Ganz abgesehen davon, dass damit eine stolze, bis in die ersten Anfänge des Helsinkiprozesses reichende schweizerische Tradition des Einsatzes für Menschenrechte und internationale Normen verraten würde.
An dieser Stelle sei auch signalisiert, dass ein offizieller Staatsbesuch in Moskau auf absehbare Zeit unmöglich geworden ist. Dies ist wohl kaum der Zeitpunkt für offizielles Händeschütteln auf höchster Ebene und entsprechende Versicherungen ungetrübter bilateraler Beziehungen der Schweiz mit einer russischen Führung, welche eben den für Europa seit Ende des kalten Krieges gefährlichsten Konflikt losgetreten hat.
Falsche Annahmen
Als OSZE-Präsident hingegen soll und kann unser Bundespräsident, mit einem Mandat der Organisation legitimiert, in Russland Besuche abstatten, um dringend notwendige Arbeit zur Befriedung unseres Kontinentes zu leisten. Dies mit geschickter, diskreter Diplomatie, mit wenn nötig auch erheblichen Mitteln(Mediation kostet viel Geld) und mit der Disponibilität schweizerischen Territoriums für Treffen aller Art. Und nicht mit moralischen Konzessionen, welche viel eher bestraft als honoriert würden.

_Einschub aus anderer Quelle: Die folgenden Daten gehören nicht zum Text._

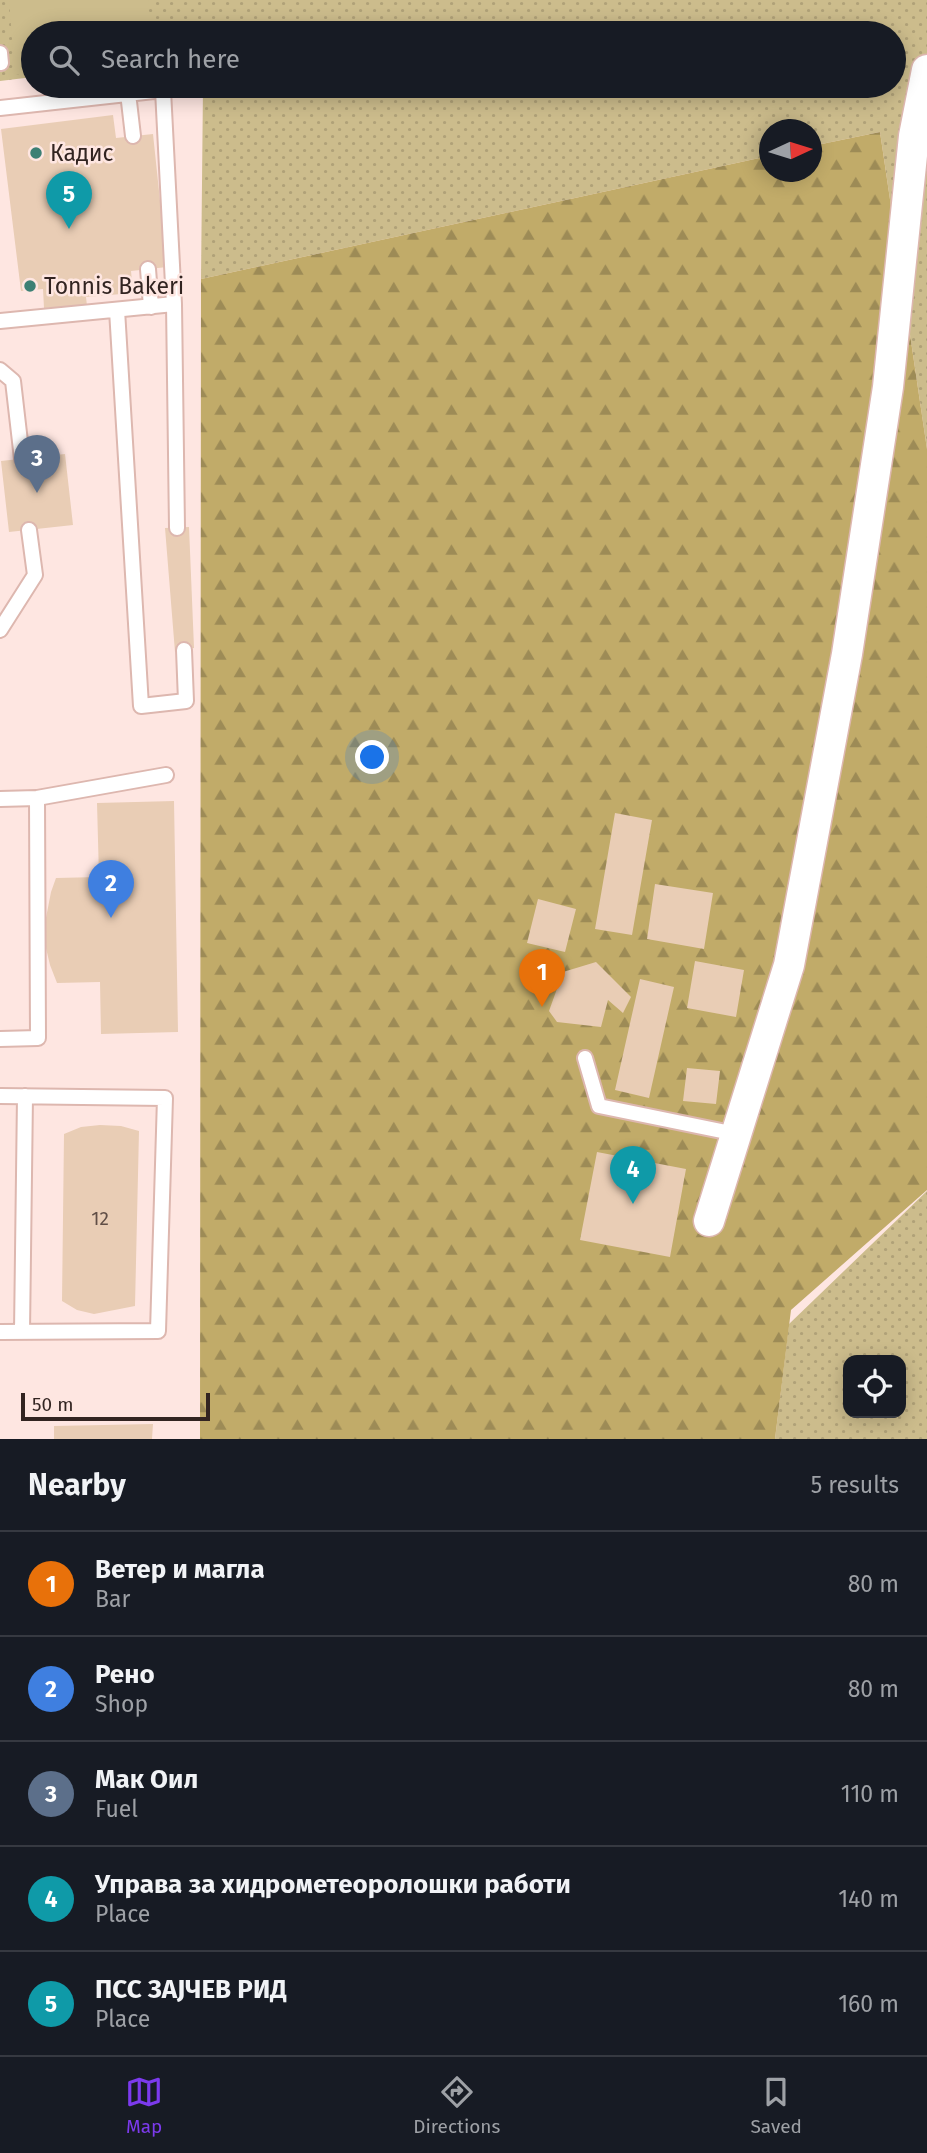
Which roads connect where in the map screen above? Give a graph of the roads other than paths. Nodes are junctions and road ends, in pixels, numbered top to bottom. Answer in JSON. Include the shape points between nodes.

Nicht in allen, aber in gewissen der politischen Plädoyers für „schweizerische Neutralität“ in der Ukrainekrise schimmert ein altvertrautes Muster durch, nach welchem wir in Tat und Wahrheit darum neutral sind, weil es unserer Wirtschaft nützt. Zudem glaubt man, dass sich die EU ohnehin nicht zu wirklich schmerzhaften Massnahmen wird durchringen können. Beides ist grundfalsch.